Auntie Alice moved quickly, washing two cups of rice and rinsing the chicken. I’d dealt with so much raw duck at this point that I didn’t even wince when I saw the cold, white chicken sitting in her sink. Auntie Alice saved me from touching it, however, grabbing it and deftly cutting off its head and trimming off its backside. “Make sure to cut off the extra skin ah,” she said. “Otherwise it will be too fatty.” Instead of tossing out the skin, however, Auntie Alice placed it in a bowl, gesturing for me to note that the skin should be saved. Next, she grabbed some salt, waving me off as I started to ask her how much. “I just use my hand to
agak-agak
lor,” she said, taking what looked to be about a teaspoon of salt and rubbing it all over the inside of the chicken. Then, she bashed up nine garlic cloves and a two-inch piece of ginger—“You want to bring the smell out,” she noted—placing them inside the chicken together with two stalks of scallions. With that, she pinched together the skin around the chicken’s behind and sealed it with a sharp toothpick.

Taking out a large pot, Auntie Alice brought some water—“enough to cover the chicken,” she said—to a rolling boil. Once the water had boiled, she placed the chicken in the pot, breast side down, covered it, and let it simmer over medium heat for twenty minutes.

As much as I love the chicken and the rice aspect of chicken rice, I also adore the little bowl of salty soup that usually comes with it. At hawker stands and restaurants, this soup is often flavored with monosodium glutamate, which I try not to use in my own kitchen. So I was curious to see how Auntie Alice would flavor her chicken rice soup. Shiitake mushrooms, apparently, were her secret. And so was
dong cai,
which are briny, brownish flecks of preserved Chinese cabbage. I’d never cooked with
dong cai
before. In fact, I’d never given it much thought beyond
Hey, this salty stuff tastes awesome
when I encountered it in soups. Auntie Alice pulled out a little bit to show me how it looked. “No need to use too much of it, just enough to add some flavor,” she said.

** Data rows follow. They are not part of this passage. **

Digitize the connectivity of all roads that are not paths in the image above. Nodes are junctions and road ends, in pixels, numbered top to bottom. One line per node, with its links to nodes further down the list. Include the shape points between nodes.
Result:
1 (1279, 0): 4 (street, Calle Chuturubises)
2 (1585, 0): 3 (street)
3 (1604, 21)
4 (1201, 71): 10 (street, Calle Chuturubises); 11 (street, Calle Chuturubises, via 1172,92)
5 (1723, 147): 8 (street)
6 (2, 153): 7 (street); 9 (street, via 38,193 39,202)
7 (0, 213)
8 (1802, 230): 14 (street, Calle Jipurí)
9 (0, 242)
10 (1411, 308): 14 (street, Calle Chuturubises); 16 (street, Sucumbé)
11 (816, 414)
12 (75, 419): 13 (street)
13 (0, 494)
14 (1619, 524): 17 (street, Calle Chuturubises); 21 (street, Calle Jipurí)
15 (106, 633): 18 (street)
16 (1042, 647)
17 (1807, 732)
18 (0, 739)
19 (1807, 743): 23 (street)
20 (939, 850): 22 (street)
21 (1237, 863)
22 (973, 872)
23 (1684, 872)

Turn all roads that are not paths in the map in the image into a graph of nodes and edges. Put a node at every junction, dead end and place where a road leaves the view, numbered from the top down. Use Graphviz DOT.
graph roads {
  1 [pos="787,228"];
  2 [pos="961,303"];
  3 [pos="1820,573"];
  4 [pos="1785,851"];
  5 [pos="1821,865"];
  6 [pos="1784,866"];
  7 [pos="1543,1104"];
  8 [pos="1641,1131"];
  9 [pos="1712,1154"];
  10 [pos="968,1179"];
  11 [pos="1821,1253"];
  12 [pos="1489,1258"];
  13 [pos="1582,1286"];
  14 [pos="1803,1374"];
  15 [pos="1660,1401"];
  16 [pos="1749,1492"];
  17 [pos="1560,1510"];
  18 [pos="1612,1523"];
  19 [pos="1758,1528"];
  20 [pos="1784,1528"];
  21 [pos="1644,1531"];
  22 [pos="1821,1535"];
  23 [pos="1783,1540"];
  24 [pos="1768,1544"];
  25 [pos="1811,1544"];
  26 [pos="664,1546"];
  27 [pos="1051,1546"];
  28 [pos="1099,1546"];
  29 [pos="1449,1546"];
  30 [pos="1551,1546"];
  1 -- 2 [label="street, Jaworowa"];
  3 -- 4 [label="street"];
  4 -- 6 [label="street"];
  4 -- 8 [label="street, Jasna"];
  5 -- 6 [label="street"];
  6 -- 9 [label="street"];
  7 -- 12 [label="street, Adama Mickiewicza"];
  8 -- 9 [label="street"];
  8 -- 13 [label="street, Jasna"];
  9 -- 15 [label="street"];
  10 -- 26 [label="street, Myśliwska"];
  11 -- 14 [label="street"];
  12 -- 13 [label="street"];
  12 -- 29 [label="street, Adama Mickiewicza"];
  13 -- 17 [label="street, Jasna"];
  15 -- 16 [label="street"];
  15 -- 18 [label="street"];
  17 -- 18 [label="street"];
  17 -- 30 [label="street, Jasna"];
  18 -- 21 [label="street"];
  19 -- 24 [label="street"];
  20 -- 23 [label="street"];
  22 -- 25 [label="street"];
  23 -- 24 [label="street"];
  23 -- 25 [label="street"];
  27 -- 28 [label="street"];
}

While the chicken simmered, we sat for a moment, putting our feet up and enjoying a light breeze in her large living room, which opened out into a little garden, as she kept one eye on her granddaughter, Bernice. Now, Auntie Alice had learned to cook as a teenager out of sheer necessity. With my grandmother having to work to put food on the table, Auntie Alice simply had to become the person making the food. Her repertoire then, of course, included nothing near as fancy as chicken rice. “I remember when I learned to fry fish for the first time,” Auntie Alice said, scrunching up her face and hunching over the table as she often did when she was getting to the meaty part of a story. “I was fourteen or fifteen years old, and when I slid the fish into the oil, all this oil splattered everywhere. I had blisters so big I had to go to the doctor, you know,” she added, pointing at me as if reminding me to always be careful when frying fish. (Being a big red-meat eater myself, I’d not attempted any fish frying before. I supposed it was good that I’d not attempted it without first hearing this sage advice.)

My mother and her younger sister, Auntie Jane, had always joked about Auntie Alice being “fierce” as a teenager. “We used to call her the dowager!” my mother had told me that very week. “She was so strict!” My mother’s recollection of those days largely involves Auntie Alice being a tyrant with a broom, yelling at her three siblings to keep their feet off the floor as she raced through the house, trying to sweep it clean.